Individuals within an LLC are known as members. Members are governed by an operating agreement that outlines whom within the LLC are authorized to sell, buy, and borrow. Also, percentages of ownership are specified in the case of multiple members.

Why an LLC?

Because they come with a multitude of tax advantages and liability protection, which are beyond the scope of this column. However, commercial real estate practitioners encounter some hairy issues, involving LLC ownership.

Waking a grizzly:

Annual fees must be paid to the Franchise Tax Board, and tax returns must be filed each year with the state of California. If not, the LLC may be declared inactive. 
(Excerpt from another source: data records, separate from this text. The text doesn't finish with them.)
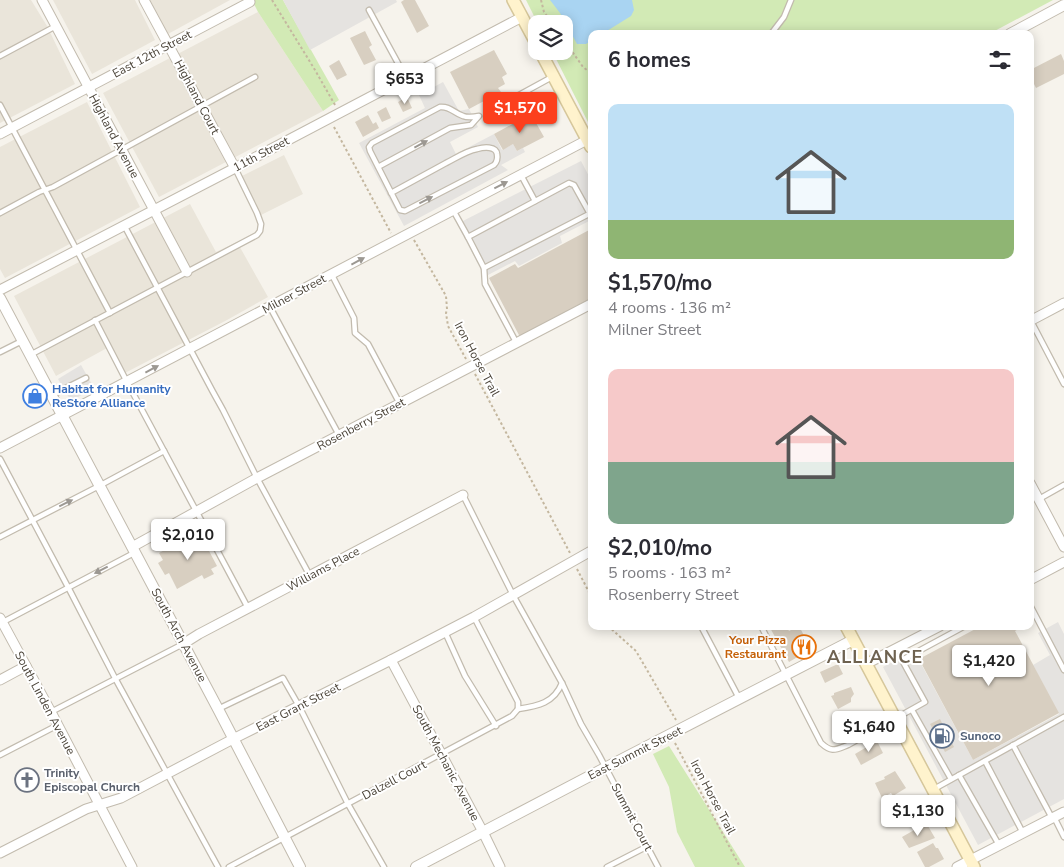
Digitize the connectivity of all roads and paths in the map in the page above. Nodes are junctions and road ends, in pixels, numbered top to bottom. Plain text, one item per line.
1 (42, 0) edge
2 (144, 0) edge
3 (272, 0) edge
4 (513, 0) edge
5 (541, 0) edge
6 (791, 0) edge
7 (250, 2) dead end
8 (1064, 5) edge
9 (369, 10) dead end
10 (546, 15) edge
11 (522, 16) junction
12 (56, 26) junction
13 (528, 28) edge
14 (774, 30) edge
15 (1017, 30) edge
16 (169, 45) junction
17 (573, 53) edge
18 (0, 56) edge
19 (545, 60) edge
20 (588, 71) edge
21 (554, 76) junction
22 (255, 77) dead end
23 (406, 78) junction
24 (88, 88) junction
25 (0, 105) edge
26 (202, 106) junction
27 (499, 106) dead end
28 (339, 113) junction
29 (485, 113) dead end
30 (479, 116) junction
31 (330, 118) junction
32 (12, 127) junction
33 (0, 134) edge
34 (588, 137) edge
35 (588, 142) edge
36 (121, 149) junction
37 (378, 167) junction
38 (235, 168) junction
39 (521, 175) junction
40 (45, 190) junction
41 (391, 193) junction
42 (535, 201) junction
43 (154, 210) junction
44 (454, 210) junction
45 (588, 210) edge
46 (0, 213) edge
47 (588, 215) edge
48 (124, 225) junction
49 (403, 237) junction
50 (468, 237) junction
51 (76, 250) junction
52 (484, 268) junction
53 (187, 272) junction
54 (332, 275) junction
55 (158, 288) junction
56 (0, 290) edge
57 (0, 298) edge
58 (1064, 303) edge
59 (588, 306) edge
60 (270, 307) junction
61 (110, 313) junction
62 (1034, 319) edge
63 (95, 320) junction
64 (1034, 328) edge
65 (22, 341) junction
66 (516, 342) junction
67 (190, 348) junction
68 (0, 352) edge
69 (30, 355) junction
70 (470, 366) junction
71 (86, 378) dead end
72 (127, 382) junction
73 (1064, 384) edge
74 (51, 396) junction
75 (400, 404) junction
76 (62, 416) junction
77 (339, 435) junction
78 (0, 448) edge
79 (164, 451) junction
80 (0, 460) edge
81 (257, 478) junction
82 (1064, 485) edge
83 (99, 486) junction
84 (1034, 491) edge
85 (463, 495) joint
86 (1038, 499) junction
87 (197, 512) junction
88 (33, 519) junction
89 (0, 537) edge
90 (1064, 548) edge
91 (133, 550) junction
92 (588, 553) edge
93 (573, 561) junction
94 (1064, 562) edge
95 (310, 576) junction
96 (1034, 578) edge
97 (68, 587) junction
98 (588, 590) edge
99 (513, 595) junction
100 (248, 608) junction
101 (1034, 613) edge
102 (474, 617) junction
103 (1, 620) edge
104 (612, 630) edge
105 (703, 630) edge
106 (763, 630) edge
107 (848, 630) edge
108 (932, 630) edge
109 (958, 630) edge
110 (445, 632) junction
111 (854, 640) junction
112 (907, 643) junction
113 (183, 644) junction
114 (913, 654) junction
115 (391, 660) junction
116 (866, 664) junction
117 (26, 666) junction
118 (1064, 670) edge
119 (786, 676) junction
120 (115, 678) junction
121 (0, 680) edge
122 (562, 683) junction
123 (739, 699) junction
124 (299, 706) junction
125 (218, 709) junction
126 (518, 709) junction
127 (912, 710) junction
128 (51, 712) junction
129 (1064, 717) edge
130 (895, 719) junction
131 (58, 725) junction
132 (496, 726) junction
133 (681, 729) junction
134 (670, 735) junction
135 (233, 739) junction
136 (1013, 745) junction
137 (0, 755) edge
138 (441, 755) junction
139 (985, 761) junction
140 (605, 768) junction
141 (168, 773) junction
142 (959, 774) junction
143 (950, 779) junction
144 (933, 789) junction
145 (100, 804) junction
146 (348, 804) junction
147 (1064, 812) edge
148 (1053, 818) junction
149 (483, 832) junction
150 (1023, 833) junction
151 (1064, 837) edge
152 (284, 838) junction
153 (999, 845) junction
154 (648, 846) junction
155 (0, 853) edge
156 (972, 864) edge
157 (132, 867) edge
158 (218, 867) edge
159 (230, 867) edge
160 (300, 867) edge
161 (384, 867) edge
162 (416, 867) edge
163 (500, 867) edge
164 (607, 867) edge
165 (658, 867) edge
166 (740, 867) edge
167 (957, 867) edge

1 - 12 street, Highland Avenue
2 - 16 street, Highland Court
3 - 28 path
4 - 11 main road
5 - 10 path
6 - 14 lane
7 - 16 street, East 12th Street
8 - 15 street
9 - 23 lane
11 - 13 main road
11 - 23 street, 11th Street
12 - 18 lane
12 - 24 street, Highland Avenue
16 - 24 street, East 12th Street
16 - 26 street, Highland Court
17 - 20 path
19 - 21 main road
21 - 27 lane
21 - 34 main road
22 - 26 lane
23 - 28 street, 11th Street
24 - 32 street, East 12th Street
24 - 36 street, Highland Avenue
25 - 32 lane
26 - 36 lane
26 - 38 street, Highland Court
28 - 31 street, 11th Street
29 - 30 lane
37 -> 30 lane
30 - 37 lane
31 - 38 street, 11th Street
31 - 49 path, Iron Horse Trail
32 - 33 street, East 12th Street
32 - 40 lane
35 - 39 street, Milner Street
36 - 40 lane
36 - 43 street, Highland Avenue
37 - 41 lane
38 - 43 street, 11th Street
38 - 53 lane
39 - 42 lane
44 -> 39 street, Milner Street
40 - 46 lane
40 - 51 lane
41 -> 41 lane
42 - 45 lane
42 - 50 lane
43 - 48 street, 11th Street
43 - 53 street, Highland Avenue
44 - 49 street, Milner Street
44 - 50 lane
47 - 52 lane
48 - 51 street, 11th Street
48 - 55 lane
54 -> 49 street, Milner Street
49 - 70 path, Iron Horse Trail
50 - 52 lane
51 - 56 street, 11th Street
51 - 61 lane
52 - 66 lane
53 - 55 lane
54 - 60 street, Milner Street
54 - 75 lane
55 - 61 lane
55 - 67 lane
57 - 65 street, South Arch Avenue
58 - 62 street
59 - 66 street, Rosenberry Street
60 - 67 street, Milner Street
60 - 77 lane
61 - 63 lane
63 - 69 lane
63 - 72 lane
64 - 73 lane
65 - 68 lane
65 - 69 street, South Arch Avenue
66 - 70 street, Rosenberry Street
72 -> 67 street, Milner Street
67 - 81 lane
69 - 74 street, South Arch Avenue
70 - 75 street, Rosenberry Street
70 - 93 path, Iron Horse Trail
71 - 74 lane
72 - 76 street, Milner Street
72 - 79 lane
74 - 76 street, South Arch Avenue
75 - 77 street, Rosenberry Street
76 - 78 street, Milner Street
76 - 83 street, South Arch Avenue
77 - 81 street, Rosenberry Street
79 - 83 lane
79 - 87 lane
80 - 88 lane
81 - 87 street, Rosenberry Street
81 - 95 lane
82 - 86 lane
88 -> 83 lane
83 - 91 street, South Arch Avenue
84 - 86 street
85 - 95 street, Williams Place
85 - 99 lane, Summit Court
86 - 90 street
87 - 91 street, Rosenberry Street
87 - 100 lane
88 - 89 lane
88 - 97 lane
91 -> 97 lane
91 - 113 street, South Arch Avenue
92 - 93 street, East Grant Street
93 - 98 path, Iron Horse Trail
93 - 99 street, East Grant Street
94 - 96 street
95 - 100 street, Williams Place
97 - 103 lane
97 - 120 lane
99 - 102 street, East Grant Street
99 - 122 lane, Summit Court
100 - 113 street, Williams Place
101 - 118 lane
102 - 110 street, East Grant Street
102 - 126 lane
103 - 117 street, South Linden Avenue
104 - 133 path
105 - 123 lane
106 - 119 lane
107 - 111 main road
108 - 112 street
109 - 114 lane
110 - 115 street, East Grant Street
110 - 132 lane
111 - 116 main road
111 - 119 street, East Summit Street
112 - 114 lane
112 - 116 street
113 - 120 lane
113 - 125 street, South Arch Avenue
114 - 127 lane
115 - 124 street, East Grant Street
115 - 138 street, South Mechanic Avenue
116 - 130 main road
117 - 121 street
117 - 128 street, South Linden Avenue
119 - 123 street, East Summit Street
119 - 130 lane
120 - 128 lane
120 - 141 lane
122 - 126 lane
122 - 140 lane, Summit Court
123 - 133 street, East Summit Street
124 - 125 lane
124 - 135 street, East Grant Street
124 - 146 lane
125 - 135 street, South Arch Avenue
126 - 132 lane, Dalzell Court
127 - 130 lane
127 - 143 lane
128 - 131 street, South Linden Avenue
129 - 136 lane
130 - 144 main road
131 - 137 lane
131 - 145 street, South Linden Avenue
132 - 138 lane, Dalzell Court
133 - 134 street, East Summit Street
134 - 140 street, East Summit Street
134 - 166 path, Iron Horse Trail
135 - 141 street, East Grant Street
135 - 152 street, South Arch Avenue
136 - 139 lane
136 - 148 lane
138 - 146 lane, Dalzell Court
138 - 149 street, South Mechanic Avenue
139 - 142 lane
139 - 150 lane
140 - 149 street, East Summit Street
140 - 154 lane, Summit Court
141 - 145 street, East Grant Street
141 - 158 lane
142 - 143 lane
142 - 153 lane
143 - 144 lane
144 - 156 main road
145 - 155 street, East Grant Street
145 - 157 street, South Linden Avenue
146 - 152 lane, Dalzell Court
146 - 161 lane
147 - 148 street
148 - 150 street
148 - 151 lane
149 - 162 street, East Summit Street
149 - 163 street, South Mechanic Avenue
150 - 153 street
152 - 159 lane, Dalzell Court
152 - 160 street, South Arch Avenue
153 - 156 street
154 - 164 lane
154 - 165 lane, Summit Court
156 - 167 street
To re-activate, an LLC is akin to awakening a hibernating grizzly. We once experienced an LLC that owned a parcel of commercial real estate and was allowed to lapse — for 33 years. Now, the owner wanted to sell but couldn’t. You see the individual with whom we were dealing was not the owner because the title was vested as of the LLC. Therefore, with an inactive LLC, the individual member could not sign a listing engagement, execute a purchase and sale agreement, or transact any business until the past returns were completed, and overdue fees paid.

Fortunately, no income had been reported through the LLC, thus no taxes were owed. Consequently, it was a matter of preparing tax returns, dating back to 1986, and forking over 33 years of filing fees, along with interest and penalties in the tens of thousands of dollars. 

Who’s in the mirror?

Oftentimes, we experience an LLC-owned building occupied by a business. Even though the entities of ownership may vary, the individuals of each entity are synonymous. 

In a recent case, two of the three members of the building ownership LLC had died over some time, and the business corporation was sold to the employees. A difference of objectives was formed, and the occupying company needed less space or cheaper rent. The LLC — now comprised of four heirs, and an original member — wanted a maximum return from the investment.

So now what? 

The LLC sold the building, and the business relocated to a smaller facility. But we are divorced? So you have split up. Sadly, your real estate ownership may not be.

In a particularly nasty situation, we were thrust between LLC members — an ex-husband and wife. The only remaining joint asset was a piece of commercial real estate, once occupied by a business they operated. While still married, the business was sold, while the real estate retained, providing good cash flow for the couple. When the two divorced, they wanted to sell the building.

The problem was the divorcees also wanted to defer the taxes from the sale. The solution was a risky tactic, known as a “drop and swap.” The title was changed to tenants-in-common from the LLC. This change in ownership allowed the individual members — divorced husband and wife — to go their ways. 

Please seek legal counsel and tax advice before attempting this.